“And the LORD was not willing to forgive.” You ask, what is going on here? The LORD always forgives! And so we think with some good reason.

In Exodus 34 when God was introducing Himself more fully to Moses He said about Himself, “the LORD is a compassionate and gracious God, slow to anger and abounding in faithful love and truth, maintaining faithful love to a thousand generations, forgiving iniquity, rebellion, and sin” (Christian Study Bible).

There are plenty of other places in the Bible that show God to be willing to forgive. Just as a sample here are two in the New Testament--Acts 10:43 and Colossians 1:14: “Of Him all the prophets bear witness that through His name everyone who believes in Him receives forgiveness of sins” and “in whom we have redemption, the forgiveness of sins.” Christians depend on the God Who forgives.

So what is the deal here?

We really need to quote two verses, because they make up one sentence. 2 Kings 24:3-4: “Indeed, this happened to Judah at the LORD’s command to remove them from his presence. It was because of the sins of Manasseh, according to all he had done, and also because of all the innocent blood he had shed. He had filled Jerusalem with innocent blood, and the LORD was not willing to forgive.”

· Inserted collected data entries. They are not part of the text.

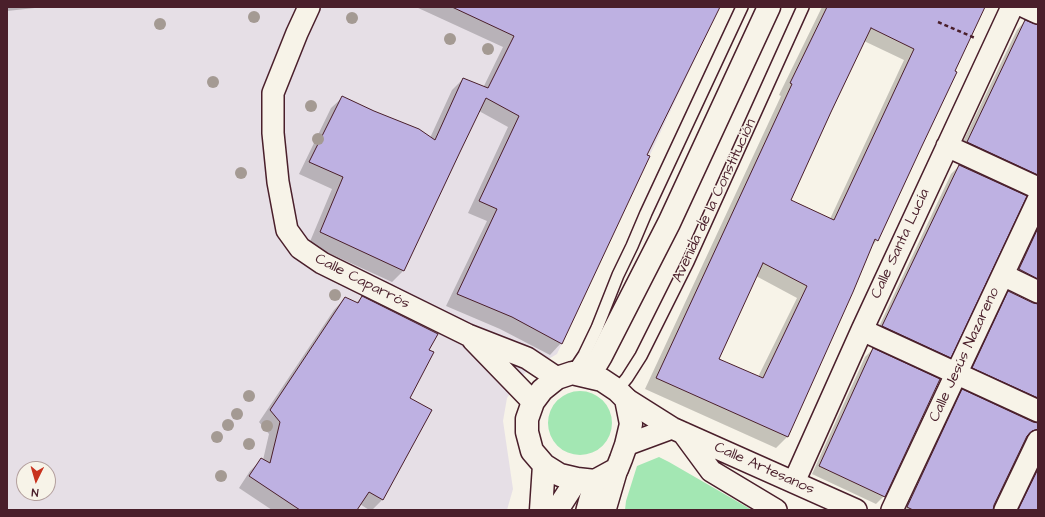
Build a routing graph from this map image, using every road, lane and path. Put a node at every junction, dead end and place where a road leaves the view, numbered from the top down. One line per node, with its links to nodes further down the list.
1 (309, 7): 20 (street, Calle Caparrós)
2 (742, 7): 22 (lane)
3 (769, 7): 12 (main road)
4 (779, 7): 12 (lane)
5 (799, 7): 10 (lane)
6 (803, 7): 10 (lane, Avenida de la Constitución)
7 (1012, 7): 13 (street, Calle Santa Lucía)
8 (1025, 7): 9 (street)
9 (1038, 13)
10 (797, 21): 23 (lane, Avenida de la Constitución)
11 (938, 22): 13 (path)
12 (759, 28): 22 (main road)
13 (993, 47): 14 (street, Calle Santa Lucía)
14 (947, 146): 15 (street); 19 (street, Calle Santa Lucía)
15 (1038, 188)
16 (1038, 200): 17 (street, Calle Jesús Nazareno)
17 (1003, 275): 18 (street); 21 (street, Calle Jesús Nazareno)
18 (1038, 292)
19 (862, 330): 21 (street); 32 (street, Calle Santa Lucía)
20 (468, 335): 22 (street, Calle Caparrós); 24 (street, Calle Caparrós)
21 (956, 373): 25 (street); 39 (street, Calle Jesús Nazareno)
22 (573, 376): 23 (main road); 24 (main road)
23 (622, 395): 26 (street, Calle Artesanos); 28 (main road)
24 (533, 402): 29 (main road)
25 (1038, 411)
26 (677, 430): 28 (street); 32 (street, Calle Artesanos); 37 (street)
27 (1038, 441): 40 (street)
28 (626, 444): 30 (main road)
29 (544, 465): 31 (main road); 33 (main road)
30 (617, 469): 31 (main road); 36 (street)
31 (586, 480): 34 (main road); 35 (street)
32 (794, 482): 38 (street, Calle Artesanos)
33 (541, 510)
34 (557, 510)
35 (587, 510)
36 (605, 510)
37 (776, 510)
38 (856, 510)
39 (892, 510)
40 (1005, 510)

What happened? The beginning of the chapter relates that Babylon under Nebuchadnezzar attacked Judah in order to destroy it. Actually he attacked several times, and, as the rest of the chapter shows he took all the important and useful people along to Babylon when he returned. Judah was done, and it was because of divine judgment.

It’s in that setting that “the LORD was not willing to forgive.” God really is known for forgiving sin, and it is remarkable that in this one place He did not. In this case it at least meant the end of a sovereign nation for more than two millennia.

Sometimes we try to soften the language, but there is no softening it here. It says that this happened at the LORD’s command. It was not only that He allowed this sorry outcome--He actually commanded it. And it says that they were not merely removed from the land, but they were also removed from His presence. No more relationship with God for those folks.

Now notice why this happened. Israel and Judah had been rebelling for a long time, but it reached the limit in the time of Manasseh. He ruled for fifty-five years. Can you imagine us having a certain president for that length of time? I can’t either. A president can do lots of evil in fifty-five years.

2 Kings 21 tells what Manasseh did as king. He was a master of idolatry, star-worship, witchcraft, divination, and child-sacrifice, to name a few. You name a religion, and he probably practiced it.

But notice what is singled out as his outstanding sin. He was skilled in executing people in the capital city of Jerusalem. At least he was skilled in executing people who were innocent. The amount of blood shed must be sizable when it says, “He had filled Jerusalem with innocent blood.” What is innocent blood? It is a reference to human executions of those who have not committed capital crimes.

We need to look closely at one word here, the word “forgive.” There are several words in biblical Hebrew for “forgive,” and each as its special nuance. The Theological Wordbook of the Old Testament says of this word that it “is used of God’s offer of pardon and forgiveness to the sinner. Never does this word in any of its forms refer to people forgiving each other.” So it is especially appropriate because it appears in a setting involving God and Judah.

Further, pardoning releases the person from the legal charges against him or her. Each of us needs that if we are to be welcome in heaven. But our text says that in this case that pardoning was absent.

We could look at the nations of the world and at our own. Do you think the time could come when God would no longer forgive? Some of us could probably agree. But this was not written so we could gaze far around the world and try to find someone who forfeits forgiveness; it was included in the history so we might examine ourselves individually. May the LORD have mercy on us so that we do not come to the time when He is unwilling to forgive us.